So, I took my 14 sliced apples and threw them in the crockpot, with a splash of vanilla extract.  

I smashed them with a potato masher for awhile, and then let them cook on low for 10 hours.  I then added 3/4c of brown sugar and 3/4c white sugar (too much, I'll use less next time,) and some spices (cinnamon & cloves.)

I did all that in 10 minutes the first night and three minutes the next morning before work.  I let it cook all day like that (10 hours on low) and when I came home, I had apple butter! Just like that! 

I put it in the fridge, and then a few days later I reheated and canned it.  

So what is apple butter? (I really had no idea, I just knew it sounded awesome & easy.)

It's basically apple sauce cooked down to the point that it's spreadable.  It looks like a can of preserves. 

And it is delicious!  I tasted it during the cooking process & loved it, but I was left with one question: 

So how do you eat apple butter?

I have tried it three ways:

- On toast
- On a banana nut muffin
- On ice cream

Toast:  I don't want to hate on toast, which is one of my favorite foods (yes I'm boring,) but it was weird to eat something so sweet on toast.  If I were a jelly toast kind of girl, I might feel differently.  

Banana Nut Muffin:  Definitely an improvement over the toast.  Really good.  The apple butter added some great flavor & moisture to my somewhat dry (I made them so I can say it) muffin. 

Ice Cream:  Well, this was just sublime.  It really did taste like apple pie with vanilla ice cream.  

There are a ton of ways people eat apple butter, but that's how I ate my first jar! :)  

How about you? Ever had it? Ever heard of it?  

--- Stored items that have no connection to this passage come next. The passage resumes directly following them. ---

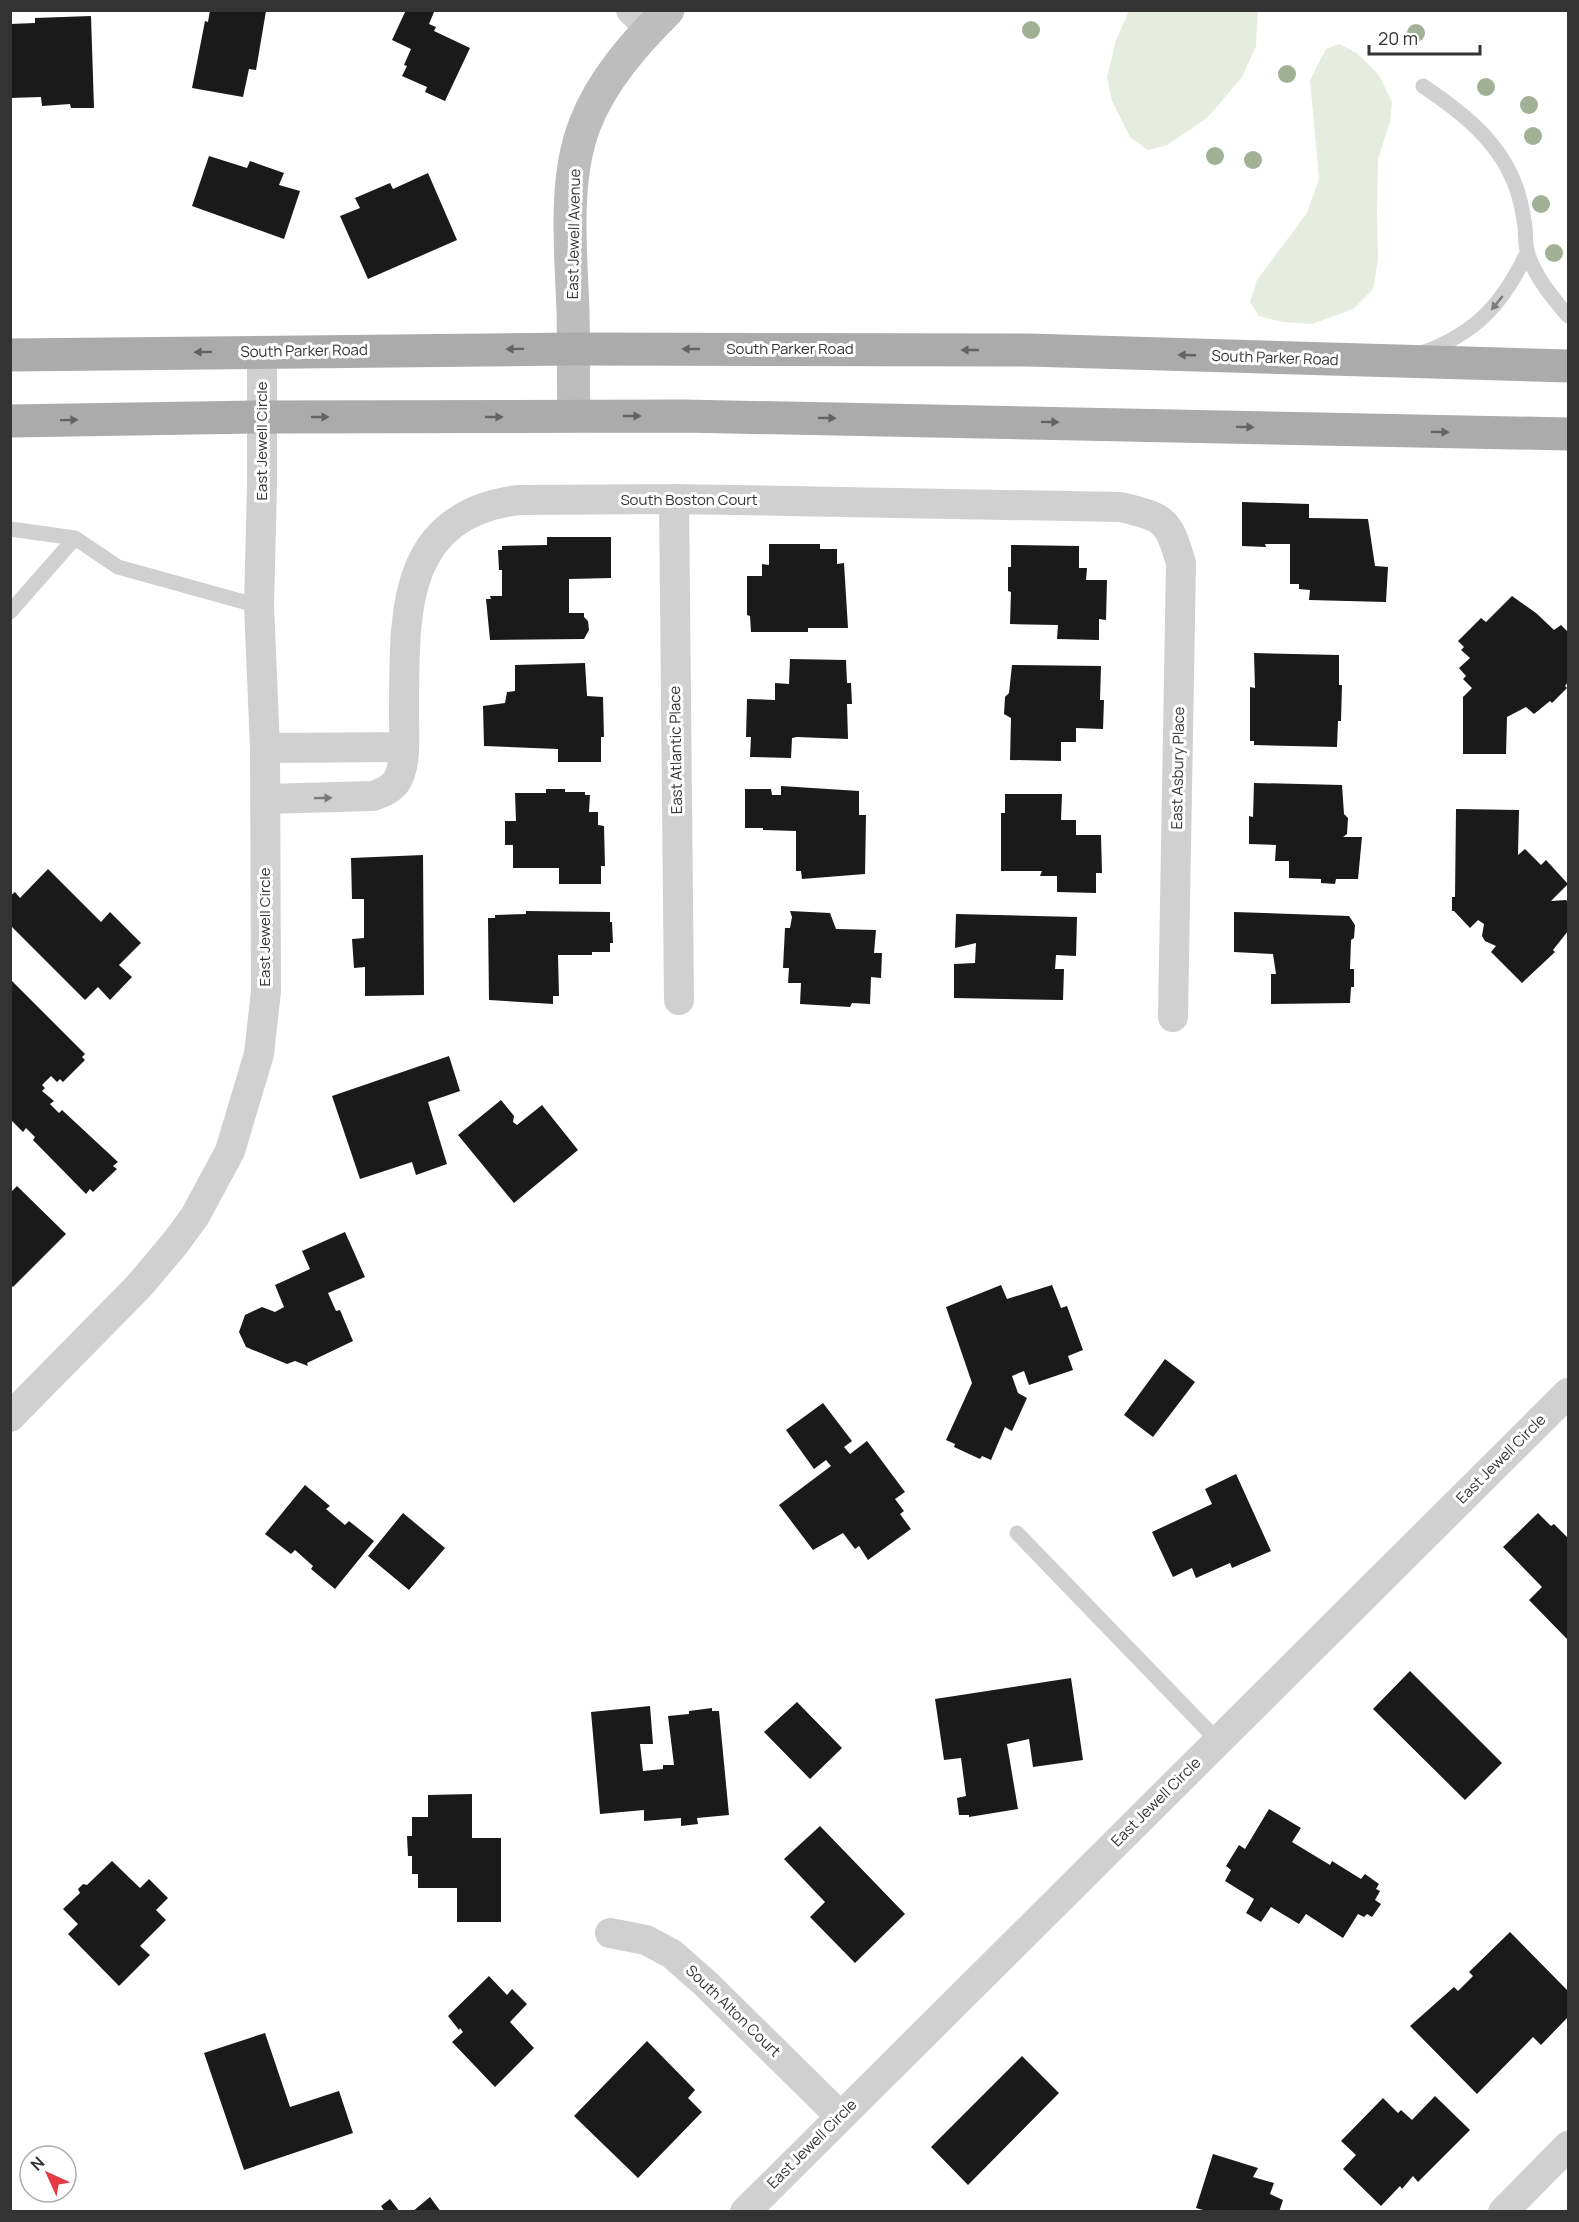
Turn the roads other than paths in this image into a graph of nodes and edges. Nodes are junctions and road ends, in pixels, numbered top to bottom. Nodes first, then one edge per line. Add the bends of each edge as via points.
1 (650, 17) edge
2 (1424, 86) dead end
3 (1527, 253) junction
4 (1569, 316) edge
5 (573, 349) junction
6 (262, 352) junction
7 (10, 355) edge
8 (1392, 362) junction
9 (1569, 366) edge
10 (574, 416) junction
11 (262, 417) junction
12 (10, 421) edge
13 (1569, 435) edge
14 (674, 499) junction
15 (1165, 522) joint
16 (10, 529) edge
17 (75, 538) junction
18 (259, 606) junction
19 (10, 612) edge
20 (404, 747) junction
21 (265, 748) junction
22 (265, 799) junction
23 (679, 1000) dead end
24 (1173, 1017) dead end
25 (1568, 1393) edge
26 (10, 1417) edge
27 (1017, 1533) dead end
28 (1218, 1741) junction
29 (610, 1934) dead end
30 (840, 2116) junction
31 (1569, 2146) edge
32 (745, 2211) edge
33 (1503, 2211) edge

1 - 5 street, East Jewell Avenue via 602,91 585,123 576,153 571,204
2 - 3 lane via 1473,124 1501,156 1519,198
3 - 4 lane via 1547,289
3 -> 8 lane via 1504,295 1480,321 1432,349
5 -> 6 main road, South Parker Road
8 -> 5 main road, South Parker Road via 1028,350
5 - 10 street, East Jewell Avenue
6 -> 7 main road, South Parker Road
6 - 11 street, East Jewell Circle
8 - 9 main road, South Parker Road
11 -> 10 main road
10 -> 13 main road
12 -> 11 main road
11 - 18 street, East Jewell Circle
14 - 15 street, South Boston Court via 1121,507
14 - 20 street, South Boston Court via 501,502 465,516 444,531 426,552 408,605
14 - 23 street, East Atlantic Place
15 - 24 street, East Asbury Place via 1181,563
16 - 17 lane
17 - 18 lane via 118,567
17 - 19 lane
18 - 21 street, East Jewell Circle
20 - 21 street
22 -> 20 street, South Boston Court via 381,794 396,781
21 - 22 street, East Jewell Circle
22 - 26 street, East Jewell Circle via 264,1019 260,1053 230,1151 206,1199 171,1249
25 - 28 street, East Jewell Circle
27 - 28 lane
28 - 30 street, East Jewell Circle
29 - 30 street, South Alton Court via 646,1940 672,1954
30 - 32 street, East Jewell Circle
31 - 33 street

Believe me,  I will be making more & soon...we haven't even gone apple picking yet!


Saturday, September 24, 2011


I tried to come up with a punny ketchup title but I've got nothing.  Feel free to leave your ideas in the comments! (Where's my think tank at??)


I bought 4 lbs or so of tomatoes at the farmers market Thursday.  The tomatoes looked amazing, and it was a rainy day so I felt for the sellers at the market.  It wasn't very crowded.

I'm in gift-making mode now, so I wanted to make something more creative than just puree or whole canned tomatoes.  I looked around on FoodInJars for awhile (best canning site ever)  but I just wasn't finding the right thing. (Although, the tomato jam and tomato butter look amazing!)  So I googled something like "tomato gift canning preserving" and low & behold, a recipe for ketchup!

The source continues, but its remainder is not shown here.